Indonesia // Musical and legal harmony: the ease of doing business



The President of the Dutch Supreme Court, Maarten Feteris, was invited by his friend and colleague Mr. Hatta Ali, Chief Justice of the Indonesian Supreme Court, to attend the presentation of the Annual Report 2018 on 27 February 2019. The two Supreme Courts have been working together for many years in the framework of the JSSP project of CILC.

In the wake of this event, Maarten Feteris gave a speech and musical intermezzo at the Erasmushuis of the Netherlands Embassy in Jakarta. This event focused on the relation between rule of law and sustainable economic development and in particular on the ‘ease of doing business’.

Considering Indonesia’s economic development and its prospects of growing into one of the biggest economies in the world, Dutch government will end its support to Indonesia as beneficiary of development cooperation in 2022. Having the potential of being one of the largest world economies, consistency and predictability of Indonesian law remains key. A legal system that can provide fast, simple and cost effective dispute resolutions will contribute to enhancing legal certainty for the people and business community in Indonesia.

The event was opened by H.E. Rob Swartbol, Ambassador of the Netherlands Embassy in Jakarta, in which he referred to a quote by Plato:

“Music is a moral law. It gives a soul to the universe, wings to the mind, flight to the imagination, a charm to sadness, and life to everything. It is the essence of order, and leads to all that is good, just and beautiful, of which it is the invisible, but nevertheless dazzling, passionate, and eternal form.’’

Maarten Feteris then kicked-off by underlining the importance of legal certainty and predictability of the law for the business community and society as a whole. The higher the ease of doing business the more prosperity.

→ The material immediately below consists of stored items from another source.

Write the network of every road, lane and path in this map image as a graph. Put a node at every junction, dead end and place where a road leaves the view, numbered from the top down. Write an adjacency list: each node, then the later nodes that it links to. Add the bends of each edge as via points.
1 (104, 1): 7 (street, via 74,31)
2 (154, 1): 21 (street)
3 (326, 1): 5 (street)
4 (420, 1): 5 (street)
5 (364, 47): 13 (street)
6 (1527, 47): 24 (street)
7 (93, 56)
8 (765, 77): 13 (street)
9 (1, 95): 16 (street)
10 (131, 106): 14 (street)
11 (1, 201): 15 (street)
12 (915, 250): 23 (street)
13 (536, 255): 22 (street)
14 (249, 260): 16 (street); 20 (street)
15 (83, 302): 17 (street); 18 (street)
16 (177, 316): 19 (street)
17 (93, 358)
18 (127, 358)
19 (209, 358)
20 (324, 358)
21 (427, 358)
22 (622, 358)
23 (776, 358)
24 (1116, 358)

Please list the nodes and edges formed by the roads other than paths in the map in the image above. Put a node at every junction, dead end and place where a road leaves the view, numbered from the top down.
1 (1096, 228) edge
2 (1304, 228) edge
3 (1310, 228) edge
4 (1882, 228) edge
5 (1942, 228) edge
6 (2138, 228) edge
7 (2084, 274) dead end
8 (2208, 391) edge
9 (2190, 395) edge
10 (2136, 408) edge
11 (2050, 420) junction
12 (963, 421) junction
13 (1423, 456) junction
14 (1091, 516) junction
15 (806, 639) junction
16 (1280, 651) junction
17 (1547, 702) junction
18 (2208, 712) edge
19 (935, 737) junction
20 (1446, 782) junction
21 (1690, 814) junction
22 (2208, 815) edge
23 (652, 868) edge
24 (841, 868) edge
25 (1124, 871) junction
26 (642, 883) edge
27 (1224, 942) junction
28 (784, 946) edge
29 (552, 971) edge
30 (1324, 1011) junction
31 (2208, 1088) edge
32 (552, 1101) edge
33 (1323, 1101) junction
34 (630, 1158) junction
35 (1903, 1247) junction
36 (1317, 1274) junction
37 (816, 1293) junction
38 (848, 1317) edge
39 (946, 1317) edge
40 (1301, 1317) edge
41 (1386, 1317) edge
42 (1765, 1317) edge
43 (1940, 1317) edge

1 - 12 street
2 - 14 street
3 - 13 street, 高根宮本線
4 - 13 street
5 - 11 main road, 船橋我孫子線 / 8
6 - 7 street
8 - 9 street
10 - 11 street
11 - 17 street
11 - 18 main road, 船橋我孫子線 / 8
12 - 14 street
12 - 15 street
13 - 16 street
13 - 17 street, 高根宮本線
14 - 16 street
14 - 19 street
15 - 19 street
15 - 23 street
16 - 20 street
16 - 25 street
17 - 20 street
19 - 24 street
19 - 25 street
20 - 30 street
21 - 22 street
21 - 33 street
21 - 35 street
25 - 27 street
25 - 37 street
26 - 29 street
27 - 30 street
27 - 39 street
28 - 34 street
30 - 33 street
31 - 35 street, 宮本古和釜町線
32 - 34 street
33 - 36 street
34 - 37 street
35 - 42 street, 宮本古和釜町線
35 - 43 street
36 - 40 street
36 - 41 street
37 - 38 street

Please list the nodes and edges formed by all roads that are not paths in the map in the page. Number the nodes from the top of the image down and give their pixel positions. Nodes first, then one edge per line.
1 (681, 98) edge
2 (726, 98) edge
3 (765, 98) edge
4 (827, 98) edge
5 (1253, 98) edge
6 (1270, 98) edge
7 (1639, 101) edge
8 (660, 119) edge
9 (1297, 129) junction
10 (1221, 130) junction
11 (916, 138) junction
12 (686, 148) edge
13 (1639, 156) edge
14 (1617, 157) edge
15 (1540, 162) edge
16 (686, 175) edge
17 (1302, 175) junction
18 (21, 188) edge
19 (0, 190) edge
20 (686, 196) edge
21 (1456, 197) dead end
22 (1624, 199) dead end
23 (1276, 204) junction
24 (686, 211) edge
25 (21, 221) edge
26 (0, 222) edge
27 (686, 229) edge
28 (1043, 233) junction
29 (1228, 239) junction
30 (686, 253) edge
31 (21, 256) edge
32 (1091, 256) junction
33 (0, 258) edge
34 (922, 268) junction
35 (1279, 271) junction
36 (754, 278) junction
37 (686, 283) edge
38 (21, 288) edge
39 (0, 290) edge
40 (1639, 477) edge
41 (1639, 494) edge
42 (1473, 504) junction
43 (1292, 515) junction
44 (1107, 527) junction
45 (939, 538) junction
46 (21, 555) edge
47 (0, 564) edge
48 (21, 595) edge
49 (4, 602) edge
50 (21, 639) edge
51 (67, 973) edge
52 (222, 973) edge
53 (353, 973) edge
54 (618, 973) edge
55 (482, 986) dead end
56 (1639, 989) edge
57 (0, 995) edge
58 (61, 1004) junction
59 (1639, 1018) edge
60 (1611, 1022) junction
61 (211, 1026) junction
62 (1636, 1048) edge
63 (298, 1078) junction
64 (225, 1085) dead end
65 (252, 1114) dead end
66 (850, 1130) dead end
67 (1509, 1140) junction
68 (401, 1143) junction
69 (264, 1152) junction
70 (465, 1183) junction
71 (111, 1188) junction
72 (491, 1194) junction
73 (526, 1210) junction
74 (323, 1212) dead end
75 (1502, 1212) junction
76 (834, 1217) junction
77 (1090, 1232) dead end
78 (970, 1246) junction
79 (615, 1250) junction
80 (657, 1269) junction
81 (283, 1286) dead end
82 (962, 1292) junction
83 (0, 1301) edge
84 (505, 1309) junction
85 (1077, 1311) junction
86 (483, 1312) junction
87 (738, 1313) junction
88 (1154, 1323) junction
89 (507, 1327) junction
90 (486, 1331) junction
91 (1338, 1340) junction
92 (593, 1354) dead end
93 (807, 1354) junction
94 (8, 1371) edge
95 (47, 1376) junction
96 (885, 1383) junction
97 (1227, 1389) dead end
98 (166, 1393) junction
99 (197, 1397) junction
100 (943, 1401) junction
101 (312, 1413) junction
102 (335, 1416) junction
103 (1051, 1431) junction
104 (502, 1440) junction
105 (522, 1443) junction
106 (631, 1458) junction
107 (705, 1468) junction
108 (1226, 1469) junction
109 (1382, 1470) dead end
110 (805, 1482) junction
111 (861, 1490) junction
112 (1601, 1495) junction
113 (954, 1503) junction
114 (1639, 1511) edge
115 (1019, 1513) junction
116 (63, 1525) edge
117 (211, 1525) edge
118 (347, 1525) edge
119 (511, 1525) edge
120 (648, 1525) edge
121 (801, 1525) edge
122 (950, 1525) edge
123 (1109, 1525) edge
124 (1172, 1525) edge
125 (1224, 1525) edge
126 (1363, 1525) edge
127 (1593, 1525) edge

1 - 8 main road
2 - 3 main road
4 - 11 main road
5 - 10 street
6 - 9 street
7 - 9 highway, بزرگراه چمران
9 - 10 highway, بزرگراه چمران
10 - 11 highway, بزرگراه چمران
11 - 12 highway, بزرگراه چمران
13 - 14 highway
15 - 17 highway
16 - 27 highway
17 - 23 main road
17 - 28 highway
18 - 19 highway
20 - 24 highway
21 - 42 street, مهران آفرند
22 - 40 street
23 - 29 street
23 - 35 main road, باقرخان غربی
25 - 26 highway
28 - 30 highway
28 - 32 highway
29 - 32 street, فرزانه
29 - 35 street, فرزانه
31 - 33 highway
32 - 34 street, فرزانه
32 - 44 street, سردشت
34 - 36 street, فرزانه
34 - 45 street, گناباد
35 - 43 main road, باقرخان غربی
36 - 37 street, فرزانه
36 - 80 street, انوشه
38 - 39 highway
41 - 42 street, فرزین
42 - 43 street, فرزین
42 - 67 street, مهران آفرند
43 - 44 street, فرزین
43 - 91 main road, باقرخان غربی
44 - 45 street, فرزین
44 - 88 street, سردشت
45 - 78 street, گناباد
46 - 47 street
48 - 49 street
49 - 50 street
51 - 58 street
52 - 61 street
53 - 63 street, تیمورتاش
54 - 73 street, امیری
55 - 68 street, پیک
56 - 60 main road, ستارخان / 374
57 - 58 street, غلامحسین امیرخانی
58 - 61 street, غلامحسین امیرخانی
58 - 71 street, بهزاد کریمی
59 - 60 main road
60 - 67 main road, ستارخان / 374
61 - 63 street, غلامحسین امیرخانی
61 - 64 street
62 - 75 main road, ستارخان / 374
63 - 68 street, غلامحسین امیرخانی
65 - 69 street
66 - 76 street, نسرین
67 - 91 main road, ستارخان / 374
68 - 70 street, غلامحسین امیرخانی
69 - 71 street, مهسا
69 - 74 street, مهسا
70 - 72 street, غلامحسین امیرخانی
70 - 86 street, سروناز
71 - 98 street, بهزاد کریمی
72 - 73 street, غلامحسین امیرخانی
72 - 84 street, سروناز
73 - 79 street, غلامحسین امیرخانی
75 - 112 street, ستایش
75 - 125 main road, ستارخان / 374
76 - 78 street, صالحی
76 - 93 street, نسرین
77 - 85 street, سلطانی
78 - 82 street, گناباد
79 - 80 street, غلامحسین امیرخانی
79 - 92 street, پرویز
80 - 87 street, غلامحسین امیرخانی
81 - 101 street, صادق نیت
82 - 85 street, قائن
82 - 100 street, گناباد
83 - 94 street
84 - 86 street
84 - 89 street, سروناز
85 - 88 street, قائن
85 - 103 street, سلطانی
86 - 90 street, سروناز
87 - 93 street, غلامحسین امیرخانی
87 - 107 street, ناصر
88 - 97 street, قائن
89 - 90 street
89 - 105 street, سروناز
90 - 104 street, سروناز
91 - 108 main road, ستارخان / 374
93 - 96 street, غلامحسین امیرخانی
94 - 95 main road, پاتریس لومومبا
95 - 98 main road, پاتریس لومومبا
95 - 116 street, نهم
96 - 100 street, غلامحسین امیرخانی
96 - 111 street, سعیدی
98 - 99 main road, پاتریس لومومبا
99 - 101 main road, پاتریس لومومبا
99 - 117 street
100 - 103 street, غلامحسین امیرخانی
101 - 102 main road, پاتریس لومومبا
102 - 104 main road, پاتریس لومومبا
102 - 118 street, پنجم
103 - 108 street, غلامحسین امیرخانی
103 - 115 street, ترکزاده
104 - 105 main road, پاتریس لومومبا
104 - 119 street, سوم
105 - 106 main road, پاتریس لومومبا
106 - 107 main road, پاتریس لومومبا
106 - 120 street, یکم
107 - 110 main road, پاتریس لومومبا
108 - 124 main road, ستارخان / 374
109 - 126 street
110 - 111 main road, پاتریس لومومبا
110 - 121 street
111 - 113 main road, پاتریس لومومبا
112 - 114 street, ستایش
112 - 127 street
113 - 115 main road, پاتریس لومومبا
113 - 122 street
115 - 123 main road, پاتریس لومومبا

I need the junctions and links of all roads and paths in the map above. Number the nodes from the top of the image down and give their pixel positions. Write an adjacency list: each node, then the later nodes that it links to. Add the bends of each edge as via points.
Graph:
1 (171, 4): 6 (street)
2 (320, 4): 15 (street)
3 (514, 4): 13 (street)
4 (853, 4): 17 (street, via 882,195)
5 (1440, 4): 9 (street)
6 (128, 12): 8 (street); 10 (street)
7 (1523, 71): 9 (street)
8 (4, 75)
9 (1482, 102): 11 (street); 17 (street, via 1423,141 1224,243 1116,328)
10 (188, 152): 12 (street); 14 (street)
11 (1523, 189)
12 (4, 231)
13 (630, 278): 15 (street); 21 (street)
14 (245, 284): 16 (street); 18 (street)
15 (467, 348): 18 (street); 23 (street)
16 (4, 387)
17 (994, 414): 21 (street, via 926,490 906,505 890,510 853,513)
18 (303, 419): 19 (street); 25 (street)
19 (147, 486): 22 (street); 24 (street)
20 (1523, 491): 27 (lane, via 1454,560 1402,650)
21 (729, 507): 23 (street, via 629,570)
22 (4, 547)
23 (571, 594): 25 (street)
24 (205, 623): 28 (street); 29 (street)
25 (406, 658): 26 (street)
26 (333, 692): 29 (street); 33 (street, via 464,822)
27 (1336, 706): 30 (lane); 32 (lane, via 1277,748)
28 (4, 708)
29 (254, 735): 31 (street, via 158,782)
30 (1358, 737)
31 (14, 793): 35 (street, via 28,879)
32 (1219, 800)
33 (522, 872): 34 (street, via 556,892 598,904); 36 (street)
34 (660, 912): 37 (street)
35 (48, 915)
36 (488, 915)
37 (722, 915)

This is also important for Indonesia, which has the ambition to rise to one of the biggest economies of the world.

His speech not only appealed to the intellectual senses of the audience – consisting mainly of law students and professionals, lawyers and business men and women – but also the artistic senses.

Based on the many smartphones that were suddenly put in the sky, the highlight of the event was about to start. Maarten Feteris moved from the microphone to the piano and performed a self-composed piece of music. He played several sections that he especially composed for the opening of the new building of the Hoge Raad in May 2016. If Plato could attend he would have agreed it was a ‘’dazzling, passionate, and eternal performance.’’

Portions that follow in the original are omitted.